Yo thanks Sarah. Well, I am sure that all of us feel close to our villians too in our books. But unless this book flies off the shelf I don't know if I will write another serial killer book. Although, it was so easy to edit, and I think it had to do with being that close to him that made it so. That, and the fact that I had a terrific editor.One of the few books that both the editors and the publisher liked the story.

Now for the real test, the readers.

Love you guys.

Love and blessings

Anonymous said...

Don't hate me guys but the romance in this one takes a back seat to the serial killer. But we do see our hero, JOhn T. Cole sorta grow up in this book. How do you plug a book like this? Like many mysteries, the romance is there,it just doesn't take the book over. However, my editor loved the heroine immediately for her spunk and attitude. Four people go after Victor Frank, who will come back?
Love and blessings

Hales said...

Taima in my Demonic Triolgy is the villainess. Her trait is rather normal since she's demonic of course she's power hungry but making her was really hard. I'm hoping by end trilogy the heroine in the series will think she deserves a second chance.

Now Revenge is bad he's a villain that needs to die. I never thought I could do evil and make it so distasteful it bordered on useable. Man I was wrong lol.

Anonymous said...

Hi Hales. Yes, villians are interesting, especially when you get inside their heads. ANd there does have to be something redeemable about them, or they are just crazy killers.

When Better Off Without Her opens up, Victor Frank is feeling the fingers he cut off from the women he killed. He's culling the really bad ones from the fresh ones. He knows pain, he's lived with it all his life, mental and physical.
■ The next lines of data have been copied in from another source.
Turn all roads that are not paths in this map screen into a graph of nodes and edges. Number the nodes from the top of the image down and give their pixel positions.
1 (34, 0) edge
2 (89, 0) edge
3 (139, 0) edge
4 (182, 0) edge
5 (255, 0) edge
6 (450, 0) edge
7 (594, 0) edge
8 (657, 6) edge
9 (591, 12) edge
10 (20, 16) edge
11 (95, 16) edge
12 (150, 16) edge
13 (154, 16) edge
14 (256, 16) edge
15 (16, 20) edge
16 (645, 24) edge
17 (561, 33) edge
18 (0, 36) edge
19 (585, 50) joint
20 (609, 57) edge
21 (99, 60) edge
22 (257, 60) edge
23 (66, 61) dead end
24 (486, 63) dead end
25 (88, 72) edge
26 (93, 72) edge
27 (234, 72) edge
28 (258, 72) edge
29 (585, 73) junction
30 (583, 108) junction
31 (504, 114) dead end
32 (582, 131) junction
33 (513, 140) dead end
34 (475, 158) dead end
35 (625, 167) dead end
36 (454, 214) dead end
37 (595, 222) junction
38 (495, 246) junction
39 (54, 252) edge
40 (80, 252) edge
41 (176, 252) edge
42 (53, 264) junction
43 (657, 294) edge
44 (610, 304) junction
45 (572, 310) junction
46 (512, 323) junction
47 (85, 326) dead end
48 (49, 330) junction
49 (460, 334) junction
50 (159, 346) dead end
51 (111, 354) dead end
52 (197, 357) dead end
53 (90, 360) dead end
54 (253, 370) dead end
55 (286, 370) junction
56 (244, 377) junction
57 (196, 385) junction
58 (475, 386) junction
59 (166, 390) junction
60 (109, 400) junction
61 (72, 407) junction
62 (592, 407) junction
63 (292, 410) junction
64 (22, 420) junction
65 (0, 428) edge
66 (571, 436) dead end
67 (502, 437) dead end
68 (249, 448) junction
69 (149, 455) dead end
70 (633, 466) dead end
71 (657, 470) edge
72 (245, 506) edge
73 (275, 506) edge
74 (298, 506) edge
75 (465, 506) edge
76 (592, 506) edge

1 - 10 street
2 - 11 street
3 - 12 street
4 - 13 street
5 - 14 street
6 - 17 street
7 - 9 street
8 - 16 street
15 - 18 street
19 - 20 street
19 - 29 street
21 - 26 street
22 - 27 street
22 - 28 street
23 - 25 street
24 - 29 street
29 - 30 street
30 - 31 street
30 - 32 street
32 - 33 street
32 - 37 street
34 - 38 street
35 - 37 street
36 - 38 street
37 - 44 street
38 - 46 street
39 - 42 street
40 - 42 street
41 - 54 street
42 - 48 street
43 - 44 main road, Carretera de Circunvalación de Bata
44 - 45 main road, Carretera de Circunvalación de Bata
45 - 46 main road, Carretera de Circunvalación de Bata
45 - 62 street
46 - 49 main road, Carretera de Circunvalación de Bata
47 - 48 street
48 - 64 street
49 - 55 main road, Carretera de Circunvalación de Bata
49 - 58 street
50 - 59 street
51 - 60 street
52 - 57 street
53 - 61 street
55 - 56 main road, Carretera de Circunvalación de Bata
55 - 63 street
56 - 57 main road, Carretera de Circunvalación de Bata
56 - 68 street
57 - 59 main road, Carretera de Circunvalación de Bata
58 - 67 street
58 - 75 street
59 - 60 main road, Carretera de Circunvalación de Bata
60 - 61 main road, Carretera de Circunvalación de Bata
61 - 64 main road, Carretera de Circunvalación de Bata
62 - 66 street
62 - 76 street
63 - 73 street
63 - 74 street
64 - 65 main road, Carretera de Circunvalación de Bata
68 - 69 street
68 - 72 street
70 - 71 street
Unless they have a story behind them, killers are just that, killers. It's what made them that way that makes it all more interesting.

Love and blessings

Fiona McGier said...

There is a small part of each character we write in each author. To create a villain we must be able to envision being that person. It's difficult to do, even harder to make that person live in the book.

But hey, writing novels is cheaper than paying for a therapist to tell us the meaning of all of the "voices" in our heads, right?